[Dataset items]

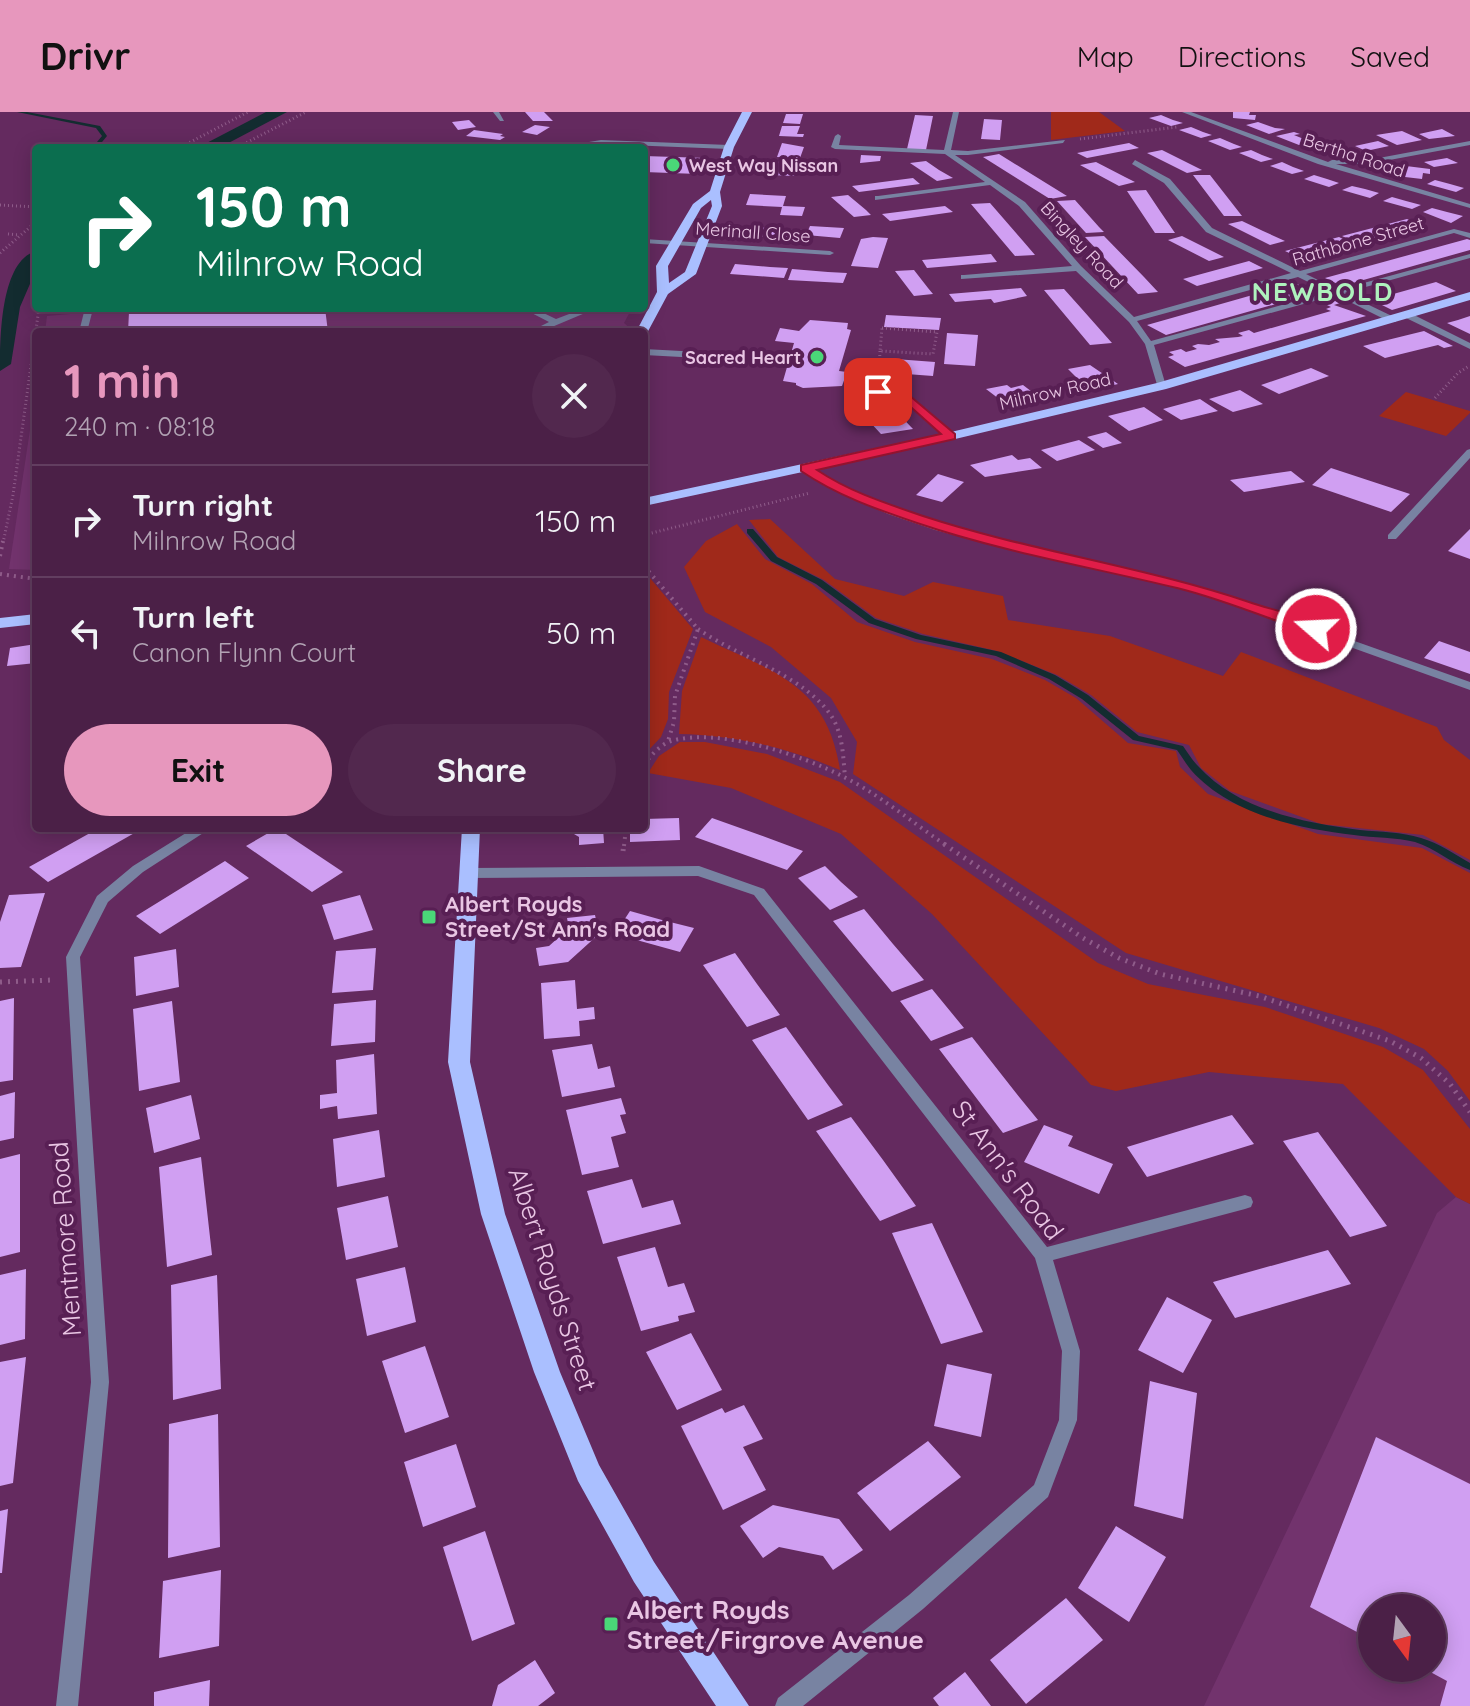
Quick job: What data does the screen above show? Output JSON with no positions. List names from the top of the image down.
{
  "streets": {
    "main road": ["Milnrow Road", "Albert Royds Street"],
    "street": [
      "Bertha Road",
      "Merinall Close",
      "Rathbone Street",
      "Bingley Road",
      "St Ann's Road",
      "Mentmore Road"
    ]
  },
  "crossings": [
    ["Rathbone Street", "Bingley Road"],
    ["Bingley Road", "Milnrow Road"],
    ["St Ann's Road", "Albert Royds Street"]
  ],
  "districts": ["NEWBOLD"],
  "places": {
    "other": ["West Way Nissan", "Sacred Heart"],
    "transit": ["Albert Royds Street/St Ann's Road", "Albert Royds Street/Firgrove Avenue"]
  },
  "north": "bottom",
  "page": {
    "header": "Drivr",
    "nav": ["Map", "Directions", "Saved"],
    "turn": ["150 m", "Milnrow Road"],
    "heading": ["1 min", "240 m · 08:18"],
    "list": [
      {
        "name": "Turn right",
        "note": "Milnrow Road",
        "value": "150 m"
      },
      {
        "name": "Turn left",
        "note": "Canon Flynn Court",
        "value": "50 m"
      }
    ],
    "buttons": ["Exit", "Share"]
  }
}
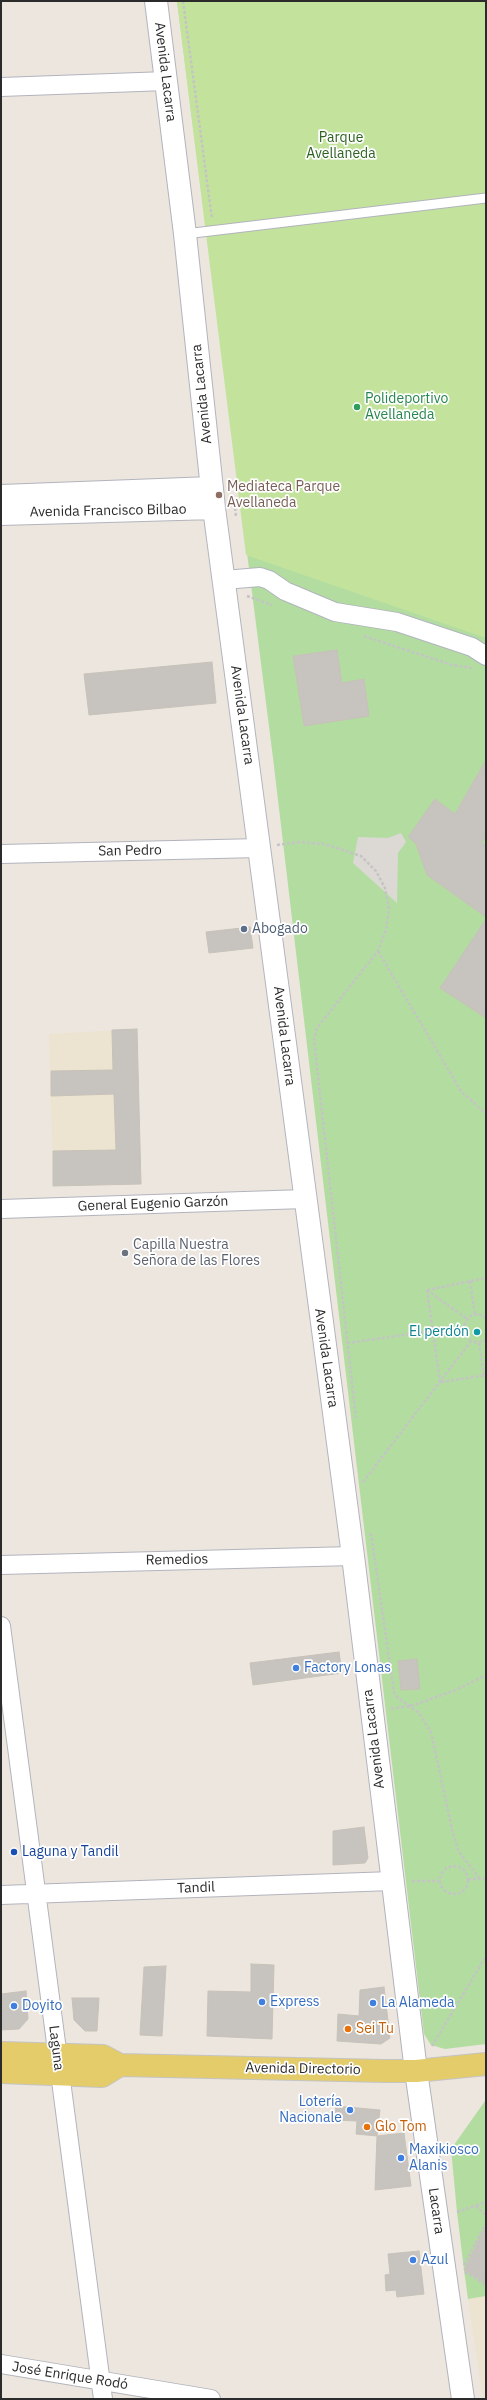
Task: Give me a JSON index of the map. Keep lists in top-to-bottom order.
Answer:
{
  "streets": {
    "main road": ["Avenida Directorio"],
    "street": [
      "Avenida Lacarra",
      "Avenida Francisco Bilbao",
      "San Pedro",
      "General Eugenio Garzón",
      "Remedios",
      "Tandil",
      "Laguna",
      "Lacarra",
      "José Enrique Rodó"
    ]
  },
  "crossings": [
    ["Avenida Lacarra", "Avenida Francisco Bilbao"],
    ["Avenida Lacarra", "San Pedro"],
    ["Avenida Lacarra", "General Eugenio Garzón"],
    ["Avenida Lacarra", "Remedios"],
    ["Avenida Lacarra", "Tandil"],
    ["Avenida Lacarra", "Avenida Directorio"],
    ["Avenida Lacarra", "Lacarra"],
    ["Tandil", "Laguna"],
    ["Laguna", "Avenida Directorio"],
    ["Laguna", "José Enrique Rodó"],
    ["Avenida Directorio", "Lacarra"]
  ],
  "parks": ["Parque Avellaneda"],
  "places": [
    "Polideportivo Avellaneda",
    "Mediateca Parque Avellaneda",
    "Abogado",
    "Capilla Nuestra Señora de las Flores",
    "El perdón",
    "Factory Lonas",
    "Laguna y Tandil",
    "Express",
    "La Alameda",
    "Doyito",
    "Sei Tu",
    "Lotería Nacionale",
    "Glo Tom",
    "Maxikiosco Alanis",
    "Azul"
  ]
}
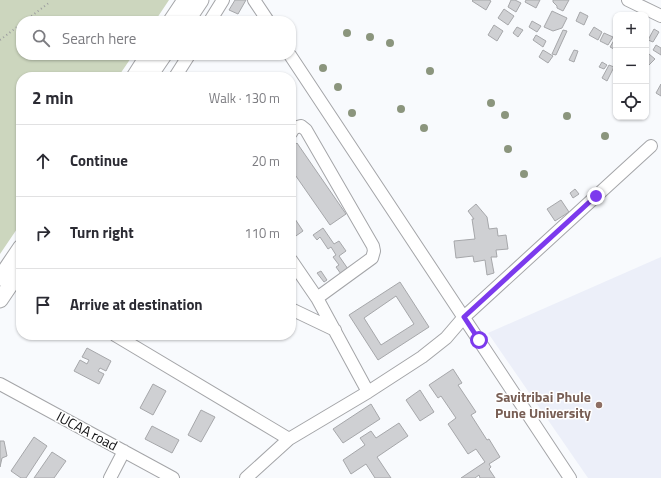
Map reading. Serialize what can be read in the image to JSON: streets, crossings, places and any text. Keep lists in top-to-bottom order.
{
  "streets": {
    "street": ["IUCAA road"]
  },
  "places": ["Savitribai Phule Pune University"],
  "page": {
    "map_buttons": ["+", "−"],
    "search": "Search here",
    "heading": ["2 min", "Walk · 130 m"],
    "list": [
      ["Continue", "20 m"],
      ["Turn right", "110 m"],
      "Arrive at destination"
    ]
  }
}
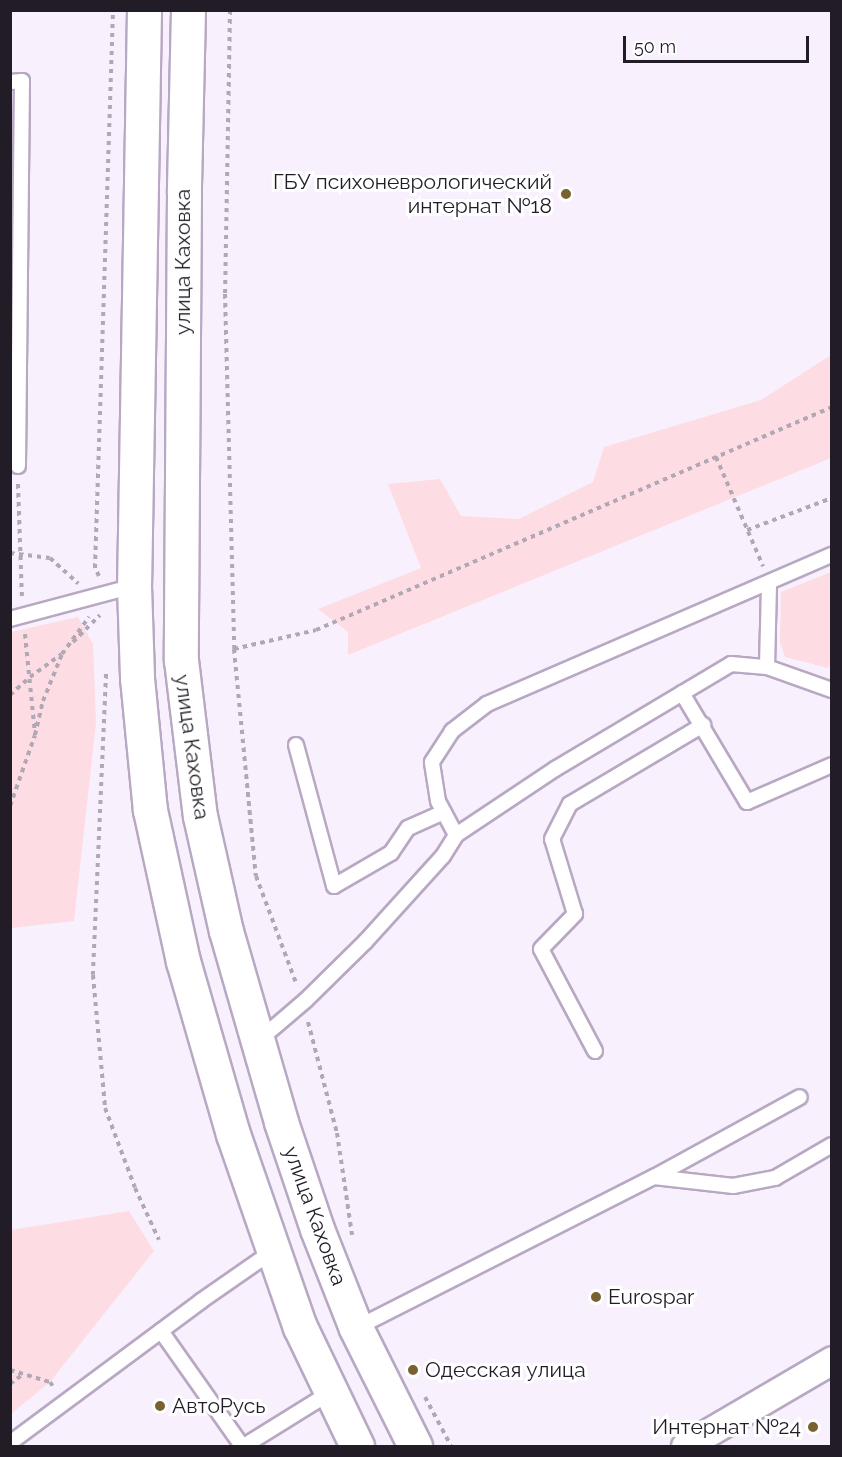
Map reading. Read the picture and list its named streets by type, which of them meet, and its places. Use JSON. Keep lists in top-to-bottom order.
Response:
{
  "streets": {
    "main road": ["улица Каховка"]
  },
  "places": [
    "ГБУ психоневрологический интернат №18",
    "Eurospar",
    "Одесская улица",
    "АвтоРусь",
    "Интернат №24"
  ],
  "scale_bar": "50 m"
}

→ **Task prompt**
The required output is every line of the data above, set down exactly and stripped of pictures.

→ **Task solution**
Quick job: What data does the screen above show? Output JSON with no positions. List names from the top of the image down.
{
  "streets": {
    "main road": ["Milnrow Road", "Albert Royds Street"],
    "street": [
      "Bertha Road",
      "Merinall Close",
      "Rathbone Street",
      "Bingley Road",
      "St Ann's Road",
      "Mentmore Road"
    ]
  },
  "crossings": [
    ["Rathbone Street", "Bingley Road"],
    ["Bingley Road", "Milnrow Road"],
    ["St Ann's Road", "Albert Royds Street"]
  ],
  "districts": ["NEWBOLD"],
  "places": {
    "other": ["West Way Nissan", "Sacred Heart"],
    "transit": ["Albert Royds Street/St Ann's Road", "Albert Royds Street/Firgrove Avenue"]
  },
  "north": "bottom",
  "page": {
    "header": "Drivr",
    "nav": ["Map", "Directions", "Saved"],
    "turn": ["150 m", "Milnrow Road"],
    "heading": ["1 min", "240 m · 08:18"],
    "list": [
      {
        "name": "Turn right",
        "note": "Milnrow Road",
        "value": "150 m"
      },
      {
        "name": "Turn left",
        "note": "Canon Flynn Court",
        "value": "50 m"
      }
    ],
    "buttons": ["Exit", "Share"]
  }
}
Task: Give me a JSON index of the map. Keep lists in top-to-bottom order.
Answer:
{
  "streets": {
    "main road": ["Avenida Directorio"],
    "street": [
      "Avenida Lacarra",
      "Avenida Francisco Bilbao",
      "San Pedro",
      "General Eugenio Garzón",
      "Remedios",
      "Tandil",
      "Laguna",
      "Lacarra",
      "José Enrique Rodó"
    ]
  },
  "crossings": [
    ["Avenida Lacarra", "Avenida Francisco Bilbao"],
    ["Avenida Lacarra", "San Pedro"],
    ["Avenida Lacarra", "General Eugenio Garzón"],
    ["Avenida Lacarra", "Remedios"],
    ["Avenida Lacarra", "Tandil"],
    ["Avenida Lacarra", "Avenida Directorio"],
    ["Avenida Lacarra", "Lacarra"],
    ["Tandil", "Laguna"],
    ["Laguna", "Avenida Directorio"],
    ["Laguna", "José Enrique Rodó"],
    ["Avenida Directorio", "Lacarra"]
  ],
  "parks": ["Parque Avellaneda"],
  "places": [
    "Polideportivo Avellaneda",
    "Mediateca Parque Avellaneda",
    "Abogado",
    "Capilla Nuestra Señora de las Flores",
    "El perdón",
    "Factory Lonas",
    "Laguna y Tandil",
    "Express",
    "La Alameda",
    "Doyito",
    "Sei Tu",
    "Lotería Nacionale",
    "Glo Tom",
    "Maxikiosco Alanis",
    "Azul"
  ]
}
Map reading. Serialize what can be read in the image to JSON: streets, crossings, places and any text. Keep lists in top-to-bottom order.
{
  "streets": {
    "street": ["IUCAA road"]
  },
  "places": ["Savitribai Phule Pune University"],
  "page": {
    "map_buttons": ["+", "−"],
    "search": "Search here",
    "heading": ["2 min", "Walk · 130 m"],
    "list": [
      ["Continue", "20 m"],
      ["Turn right", "110 m"],
      "Arrive at destination"
    ]
  }
}
Map reading. Read the picture and list its named streets by type, which of them meet, and its places. Use JSON. Keep lists in top-to-bottom order.
Response:
{
  "streets": {
    "main road": ["улица Каховка"]
  },
  "places": [
    "ГБУ психоневрологический интернат №18",
    "Eurospar",
    "Одесская улица",
    "АвтоРусь",
    "Интернат №24"
  ],
  "scale_bar": "50 m"
}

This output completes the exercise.